TASK: A word-for-word restatement of the data is what is needed.
PROVIDED DATA section start
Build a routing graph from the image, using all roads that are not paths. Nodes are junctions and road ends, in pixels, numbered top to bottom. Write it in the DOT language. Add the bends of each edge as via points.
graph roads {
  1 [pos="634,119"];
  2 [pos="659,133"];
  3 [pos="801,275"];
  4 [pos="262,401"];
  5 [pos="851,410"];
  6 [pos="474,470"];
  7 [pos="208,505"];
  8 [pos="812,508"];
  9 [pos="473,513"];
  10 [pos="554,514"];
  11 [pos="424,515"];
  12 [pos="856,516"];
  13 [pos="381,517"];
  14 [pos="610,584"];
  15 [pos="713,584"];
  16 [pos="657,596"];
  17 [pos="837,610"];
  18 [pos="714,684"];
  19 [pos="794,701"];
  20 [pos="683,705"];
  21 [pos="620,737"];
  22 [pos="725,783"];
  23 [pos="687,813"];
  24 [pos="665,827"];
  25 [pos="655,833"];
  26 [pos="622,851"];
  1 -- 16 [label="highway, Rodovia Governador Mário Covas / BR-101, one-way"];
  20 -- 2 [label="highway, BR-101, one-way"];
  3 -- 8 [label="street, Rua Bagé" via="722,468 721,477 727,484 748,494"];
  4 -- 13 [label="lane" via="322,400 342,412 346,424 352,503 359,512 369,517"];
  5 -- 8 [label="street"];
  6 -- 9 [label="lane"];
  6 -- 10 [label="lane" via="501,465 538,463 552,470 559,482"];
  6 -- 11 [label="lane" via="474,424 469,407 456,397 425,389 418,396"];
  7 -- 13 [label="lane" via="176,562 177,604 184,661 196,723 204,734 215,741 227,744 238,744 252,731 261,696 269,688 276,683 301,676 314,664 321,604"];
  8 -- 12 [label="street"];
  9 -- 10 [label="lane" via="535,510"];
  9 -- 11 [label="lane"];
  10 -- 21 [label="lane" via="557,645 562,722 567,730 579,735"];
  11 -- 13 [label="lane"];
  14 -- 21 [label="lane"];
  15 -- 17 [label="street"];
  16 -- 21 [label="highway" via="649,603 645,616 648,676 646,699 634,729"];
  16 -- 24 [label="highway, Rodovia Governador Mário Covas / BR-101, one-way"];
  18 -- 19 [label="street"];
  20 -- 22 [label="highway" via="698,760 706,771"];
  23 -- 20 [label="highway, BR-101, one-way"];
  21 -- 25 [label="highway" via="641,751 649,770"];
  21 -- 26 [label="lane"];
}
PROVIDED DATA section end
TASK RESULT:
Build a routing graph from the image, using all roads that are not paths. Nodes are junctions and road ends, in pixels, numbered top to bottom. Write it in the DOT language. Add the bends of each edge as via points.
graph roads {
  1 [pos="634,119"];
  2 [pos="659,133"];
  3 [pos="801,275"];
  4 [pos="262,401"];
  5 [pos="851,410"];
  6 [pos="474,470"];
  7 [pos="208,505"];
  8 [pos="812,508"];
  9 [pos="473,513"];
  10 [pos="554,514"];
  11 [pos="424,515"];
  12 [pos="856,516"];
  13 [pos="381,517"];
  14 [pos="610,584"];
  15 [pos="713,584"];
  16 [pos="657,596"];
  17 [pos="837,610"];
  18 [pos="714,684"];
  19 [pos="794,701"];
  20 [pos="683,705"];
  21 [pos="620,737"];
  22 [pos="725,783"];
  23 [pos="687,813"];
  24 [pos="665,827"];
  25 [pos="655,833"];
  26 [pos="622,851"];
  1 -- 16 [label="highway, Rodovia Governador Mário Covas / BR-101, one-way"];
  20 -- 2 [label="highway, BR-101, one-way"];
  3 -- 8 [label="street, Rua Bagé" via="722,468 721,477 727,484 748,494"];
  4 -- 13 [label="lane" via="322,400 342,412 346,424 352,503 359,512 369,517"];
  5 -- 8 [label="street"];
  6 -- 9 [label="lane"];
  6 -- 10 [label="lane" via="501,465 538,463 552,470 559,482"];
  6 -- 11 [label="lane" via="474,424 469,407 456,397 425,389 418,396"];
  7 -- 13 [label="lane" via="176,562 177,604 184,661 196,723 204,734 215,741 227,744 238,744 252,731 261,696 269,688 276,683 301,676 314,664 321,604"];
  8 -- 12 [label="street"];
  9 -- 10 [label="lane" via="535,510"];
  9 -- 11 [label="lane"];
  10 -- 21 [label="lane" via="557,645 562,722 567,730 579,735"];
  11 -- 13 [label="lane"];
  14 -- 21 [label="lane"];
  15 -- 17 [label="street"];
  16 -- 21 [label="highway" via="649,603 645,616 648,676 646,699 634,729"];
  16 -- 24 [label="highway, Rodovia Governador Mário Covas / BR-101, one-way"];
  18 -- 19 [label="street"];
  20 -- 22 [label="highway" via="698,760 706,771"];
  23 -- 20 [label="highway, BR-101, one-way"];
  21 -- 25 [label="highway" via="641,751 649,770"];
  21 -- 26 [label="lane"];
}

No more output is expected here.